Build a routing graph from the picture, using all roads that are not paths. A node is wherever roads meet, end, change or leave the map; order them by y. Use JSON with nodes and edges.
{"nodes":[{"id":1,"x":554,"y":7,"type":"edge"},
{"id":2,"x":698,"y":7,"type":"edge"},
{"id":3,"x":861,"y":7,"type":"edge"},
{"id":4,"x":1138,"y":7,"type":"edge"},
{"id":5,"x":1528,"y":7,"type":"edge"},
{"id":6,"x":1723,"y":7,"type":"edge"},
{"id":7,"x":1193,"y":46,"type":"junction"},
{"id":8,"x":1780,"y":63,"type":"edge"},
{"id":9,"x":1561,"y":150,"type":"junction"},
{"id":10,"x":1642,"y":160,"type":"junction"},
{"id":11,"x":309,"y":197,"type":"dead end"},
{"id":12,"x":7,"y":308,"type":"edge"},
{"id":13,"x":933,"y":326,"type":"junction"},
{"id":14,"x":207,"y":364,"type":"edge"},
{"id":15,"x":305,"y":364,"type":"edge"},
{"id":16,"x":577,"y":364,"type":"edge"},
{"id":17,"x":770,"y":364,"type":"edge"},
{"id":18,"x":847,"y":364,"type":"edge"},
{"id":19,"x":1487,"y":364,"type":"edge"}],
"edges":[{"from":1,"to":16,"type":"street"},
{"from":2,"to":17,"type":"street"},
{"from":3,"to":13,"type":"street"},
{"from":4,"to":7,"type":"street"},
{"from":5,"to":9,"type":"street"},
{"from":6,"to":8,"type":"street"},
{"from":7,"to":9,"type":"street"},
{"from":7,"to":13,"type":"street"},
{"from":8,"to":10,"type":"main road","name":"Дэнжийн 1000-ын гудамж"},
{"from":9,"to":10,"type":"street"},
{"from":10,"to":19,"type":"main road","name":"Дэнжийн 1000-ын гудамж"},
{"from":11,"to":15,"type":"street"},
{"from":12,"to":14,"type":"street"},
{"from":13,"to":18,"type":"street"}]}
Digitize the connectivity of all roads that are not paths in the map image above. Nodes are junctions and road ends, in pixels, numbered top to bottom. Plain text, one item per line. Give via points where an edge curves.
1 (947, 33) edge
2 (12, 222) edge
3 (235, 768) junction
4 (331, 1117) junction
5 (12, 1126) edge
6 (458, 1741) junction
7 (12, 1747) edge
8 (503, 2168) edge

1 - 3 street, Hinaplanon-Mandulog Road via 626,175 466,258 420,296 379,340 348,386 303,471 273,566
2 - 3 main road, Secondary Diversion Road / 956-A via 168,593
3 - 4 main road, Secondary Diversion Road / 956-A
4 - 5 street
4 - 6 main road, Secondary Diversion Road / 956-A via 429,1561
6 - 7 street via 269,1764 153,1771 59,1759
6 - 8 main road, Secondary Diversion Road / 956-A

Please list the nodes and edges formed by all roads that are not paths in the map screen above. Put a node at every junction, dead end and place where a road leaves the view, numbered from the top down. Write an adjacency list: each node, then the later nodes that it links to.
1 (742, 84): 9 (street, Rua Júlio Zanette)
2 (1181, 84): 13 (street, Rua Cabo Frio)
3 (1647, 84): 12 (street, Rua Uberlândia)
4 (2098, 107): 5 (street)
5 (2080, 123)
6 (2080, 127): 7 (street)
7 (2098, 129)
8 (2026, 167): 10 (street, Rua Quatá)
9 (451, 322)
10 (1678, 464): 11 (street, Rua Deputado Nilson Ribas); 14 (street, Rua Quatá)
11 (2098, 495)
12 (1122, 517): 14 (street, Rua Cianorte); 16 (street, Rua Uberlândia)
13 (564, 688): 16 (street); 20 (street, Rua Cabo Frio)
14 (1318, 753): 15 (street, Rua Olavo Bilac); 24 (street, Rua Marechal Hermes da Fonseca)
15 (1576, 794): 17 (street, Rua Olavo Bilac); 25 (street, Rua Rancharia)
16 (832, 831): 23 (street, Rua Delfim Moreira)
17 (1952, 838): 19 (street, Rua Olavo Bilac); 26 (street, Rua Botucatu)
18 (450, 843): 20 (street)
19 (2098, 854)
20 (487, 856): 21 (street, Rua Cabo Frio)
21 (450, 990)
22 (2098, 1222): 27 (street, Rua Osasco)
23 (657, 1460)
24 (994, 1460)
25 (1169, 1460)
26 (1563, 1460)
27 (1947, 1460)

-----

### Exercise:
Take the lines above and retype all of them exactly.

### Answer to the problem:
Build a routing graph from the picture, using all roads that are not paths. A node is wherever roads meet, end, change or leave the map; order them by y. Use JSON with nodes and edges.
{"nodes":[{"id":1,"x":554,"y":7,"type":"edge"},
{"id":2,"x":698,"y":7,"type":"edge"},
{"id":3,"x":861,"y":7,"type":"edge"},
{"id":4,"x":1138,"y":7,"type":"edge"},
{"id":5,"x":1528,"y":7,"type":"edge"},
{"id":6,"x":1723,"y":7,"type":"edge"},
{"id":7,"x":1193,"y":46,"type":"junction"},
{"id":8,"x":1780,"y":63,"type":"edge"},
{"id":9,"x":1561,"y":150,"type":"junction"},
{"id":10,"x":1642,"y":160,"type":"junction"},
{"id":11,"x":309,"y":197,"type":"dead end"},
{"id":12,"x":7,"y":308,"type":"edge"},
{"id":13,"x":933,"y":326,"type":"junction"},
{"id":14,"x":207,"y":364,"type":"edge"},
{"id":15,"x":305,"y":364,"type":"edge"},
{"id":16,"x":577,"y":364,"type":"edge"},
{"id":17,"x":770,"y":364,"type":"edge"},
{"id":18,"x":847,"y":364,"type":"edge"},
{"id":19,"x":1487,"y":364,"type":"edge"}],
"edges":[{"from":1,"to":16,"type":"street"},
{"from":2,"to":17,"type":"street"},
{"from":3,"to":13,"type":"street"},
{"from":4,"to":7,"type":"street"},
{"from":5,"to":9,"type":"street"},
{"from":6,"to":8,"type":"street"},
{"from":7,"to":9,"type":"street"},
{"from":7,"to":13,"type":"street"},
{"from":8,"to":10,"type":"main road","name":"Дэнжийн 1000-ын гудамж"},
{"from":9,"to":10,"type":"street"},
{"from":10,"to":19,"type":"main road","name":"Дэнжийн 1000-ын гудамж"},
{"from":11,"to":15,"type":"street"},
{"from":12,"to":14,"type":"street"},
{"from":13,"to":18,"type":"street"}]}
Digitize the connectivity of all roads that are not paths in the map image above. Nodes are junctions and road ends, in pixels, numbered top to bottom. Plain text, one item per line. Give via points where an edge curves.
1 (947, 33) edge
2 (12, 222) edge
3 (235, 768) junction
4 (331, 1117) junction
5 (12, 1126) edge
6 (458, 1741) junction
7 (12, 1747) edge
8 (503, 2168) edge

1 - 3 street, Hinaplanon-Mandulog Road via 626,175 466,258 420,296 379,340 348,386 303,471 273,566
2 - 3 main road, Secondary Diversion Road / 956-A via 168,593
3 - 4 main road, Secondary Diversion Road / 956-A
4 - 5 street
4 - 6 main road, Secondary Diversion Road / 956-A via 429,1561
6 - 7 street via 269,1764 153,1771 59,1759
6 - 8 main road, Secondary Diversion Road / 956-A

Please list the nodes and edges formed by all roads that are not paths in the map screen above. Put a node at every junction, dead end and place where a road leaves the view, numbered from the top down. Write an adjacency list: each node, then the later nodes that it links to.
1 (742, 84): 9 (street, Rua Júlio Zanette)
2 (1181, 84): 13 (street, Rua Cabo Frio)
3 (1647, 84): 12 (street, Rua Uberlândia)
4 (2098, 107): 5 (street)
5 (2080, 123)
6 (2080, 127): 7 (street)
7 (2098, 129)
8 (2026, 167): 10 (street, Rua Quatá)
9 (451, 322)
10 (1678, 464): 11 (street, Rua Deputado Nilson Ribas); 14 (street, Rua Quatá)
11 (2098, 495)
12 (1122, 517): 14 (street, Rua Cianorte); 16 (street, Rua Uberlândia)
13 (564, 688): 16 (street); 20 (street, Rua Cabo Frio)
14 (1318, 753): 15 (street, Rua Olavo Bilac); 24 (street, Rua Marechal Hermes da Fonseca)
15 (1576, 794): 17 (street, Rua Olavo Bilac); 25 (street, Rua Rancharia)
16 (832, 831): 23 (street, Rua Delfim Moreira)
17 (1952, 838): 19 (street, Rua Olavo Bilac); 26 (street, Rua Botucatu)
18 (450, 843): 20 (street)
19 (2098, 854)
20 (487, 856): 21 (street, Rua Cabo Frio)
21 (450, 990)
22 (2098, 1222): 27 (street, Rua Osasco)
23 (657, 1460)
24 (994, 1460)
25 (1169, 1460)
26 (1563, 1460)
27 (1947, 1460)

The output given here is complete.